Over the past few weeks I have stayed up late and woken up early to try and watch as much of the 2015 Cricket World Cup as possible. This event is the highlight of the one-day format and one which every team strives to win. The ODI cricket that’s been displayed so far has been phenomenal  – it’s certainly the kind of cricket that draws in the crowds – but I’m not entirely satisfied with it.

What I ‘ve witnessed so far is some unbelievable stroke play, audacious shots and, sometimes, just outright bullying. As much as the viewers love to see a high scoring match, something about all this just doesn’t sit well with me.

Let’s go back to the 1992 World Cup, where the highest score amassed was Sri Lanka’s 313/7. In fact, there were only two scores over 300 in that World Cup and they came in the same match. As it stands, in the 2015 World Cup, there have been twenty scores over 300 and three scores of over 400!

SA scoreboard

Cricket has evolved significantly since 1992, and I for one am grateful for that. The introduction of 20/20 cricket around the world has done marvelous things for this great sport, and the massive scores posted in this world cup clearly demonstrate its influence on the modern game.

My problem with watching this brand of cricket is that I can’t help but feel that it’s becoming a batsmen’s game. Every aspect seems to swing solely towards the two men doing just that… swinging their willows. Bats are bigger than ever, fielding restrictions put the bowlers backs against the wall, free hits and the use of two new balls, are just a few of my gripes with the cricket we’re watching in modern times.

I would like to see some new rules being introduced into the one day game. For one, I strongly believe that a bowler should be allowed to bowl either side of the wicket without informing the umpire (or the batsman for that matter). Perhaps the no ball rule could be changed? At present, part of the foot should be behind the bowling crease – I’d be happy for it to be a legal delivery if the foot is on the line. If the bowlers foot is completely over the line then this should be a no ball, obviously. Another change I’d welcome would be the use of only one ball so that the bowlers can use it to get reverse swing later in the innings, and only change it if absolutely necessary. Current fielding restrictions during power plays make it too easy for the modern batsmen to score. All things considered, is it time for a rethink?

I love a high scoring match as much as everyone else. My question is this: why would any aspiring young cricketer would want to become a bowler when the game has developed so brutally towards them? Watching 20/20 and One Day cricket shows me that there really is nothing in it for the bowlers.

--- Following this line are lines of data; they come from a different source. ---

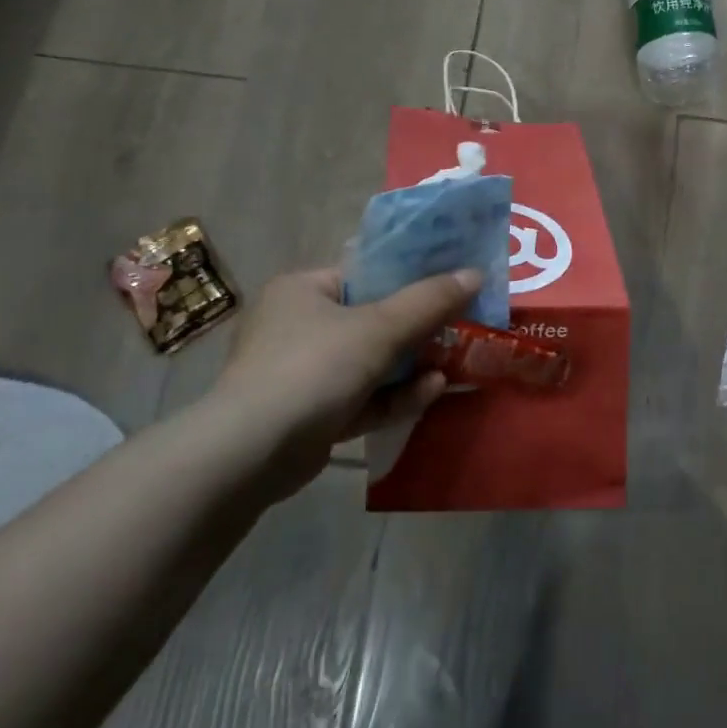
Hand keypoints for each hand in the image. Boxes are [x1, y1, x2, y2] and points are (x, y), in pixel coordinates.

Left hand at [207, 266, 481, 491]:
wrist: (250, 454)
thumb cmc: (314, 367)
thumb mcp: (379, 328)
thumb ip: (429, 301)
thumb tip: (476, 273)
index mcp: (303, 289)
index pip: (365, 274)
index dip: (411, 279)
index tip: (450, 286)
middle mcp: (297, 325)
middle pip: (372, 320)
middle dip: (418, 330)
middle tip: (459, 330)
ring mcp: (300, 373)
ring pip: (369, 362)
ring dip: (411, 366)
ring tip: (452, 366)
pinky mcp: (308, 414)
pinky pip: (360, 396)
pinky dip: (393, 395)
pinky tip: (431, 392)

The game should be an even contest between bat and ball – but as it stands, I feel that batsmen have a far greater advantage.

Imagine us, years from now, telling our children and grandchildren that the Protea’s brought South Africa to a standstill for months and even released a DVD of a match where we successfully chased down Australia’s 435. The way things are going, they’ll look at us and laugh. “Big deal Gramps, that’s a par score!”

If the rules stay as they are, I think it’s just a matter of time until we see a score of 500+ and possibly even a 300+ for an individual batsman. The prospect of this is entertaining, and outrageous at the same time. On the other hand, how good would it be to watch a good spell of bowling where the batsmen need to work for their runs and more so, work for their pay cheques? I, for one, would love to see it.